MATERIAL SHOWN
* * *
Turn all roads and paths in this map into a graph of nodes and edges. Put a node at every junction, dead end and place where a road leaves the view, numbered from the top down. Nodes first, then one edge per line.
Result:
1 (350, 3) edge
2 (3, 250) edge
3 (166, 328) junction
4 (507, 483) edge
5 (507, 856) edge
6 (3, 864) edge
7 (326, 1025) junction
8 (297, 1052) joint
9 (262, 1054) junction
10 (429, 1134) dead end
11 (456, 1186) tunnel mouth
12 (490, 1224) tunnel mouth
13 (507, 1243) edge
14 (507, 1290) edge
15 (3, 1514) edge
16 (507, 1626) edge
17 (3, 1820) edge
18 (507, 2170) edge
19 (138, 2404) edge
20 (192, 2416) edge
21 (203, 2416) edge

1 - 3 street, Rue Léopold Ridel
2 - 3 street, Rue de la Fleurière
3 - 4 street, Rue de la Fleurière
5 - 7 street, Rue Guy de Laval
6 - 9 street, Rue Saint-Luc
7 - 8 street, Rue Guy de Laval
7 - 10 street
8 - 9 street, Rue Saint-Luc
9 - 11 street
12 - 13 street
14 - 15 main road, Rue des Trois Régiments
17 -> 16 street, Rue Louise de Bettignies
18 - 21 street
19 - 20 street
* * *
Beginning with the first line, transcribe the complete listing exactly.

Turn all roads and paths in this map into a graph of nodes and edges. Put a node at every junction, dead end and place where a road leaves the view, numbered from the top down. Nodes first, then one edge per line.
Result:
1 (350, 3) edge
2 (3, 250) edge
3 (166, 328) junction
4 (507, 483) edge
5 (507, 856) edge
6 (3, 864) edge
7 (326, 1025) junction
8 (297, 1052) joint
9 (262, 1054) junction
10 (429, 1134) dead end
11 (456, 1186) tunnel mouth
12 (490, 1224) tunnel mouth
13 (507, 1243) edge
14 (507, 1290) edge
15 (3, 1514) edge
16 (507, 1626) edge
17 (3, 1820) edge
18 (507, 2170) edge
19 (138, 2404) edge
20 (192, 2416) edge
21 (203, 2416) edge

1 - 3 street, Rue Léopold Ridel
2 - 3 street, Rue de la Fleurière
3 - 4 street, Rue de la Fleurière
5 - 7 street, Rue Guy de Laval
6 - 9 street, Rue Saint-Luc
7 - 8 street, Rue Guy de Laval
7 - 10 street
8 - 9 street, Rue Saint-Luc
9 - 11 street
12 - 13 street
14 - 15 main road, Rue des Trois Régiments
17 -> 16 street, Rue Louise de Bettignies
18 - 21 street
19 - 20 street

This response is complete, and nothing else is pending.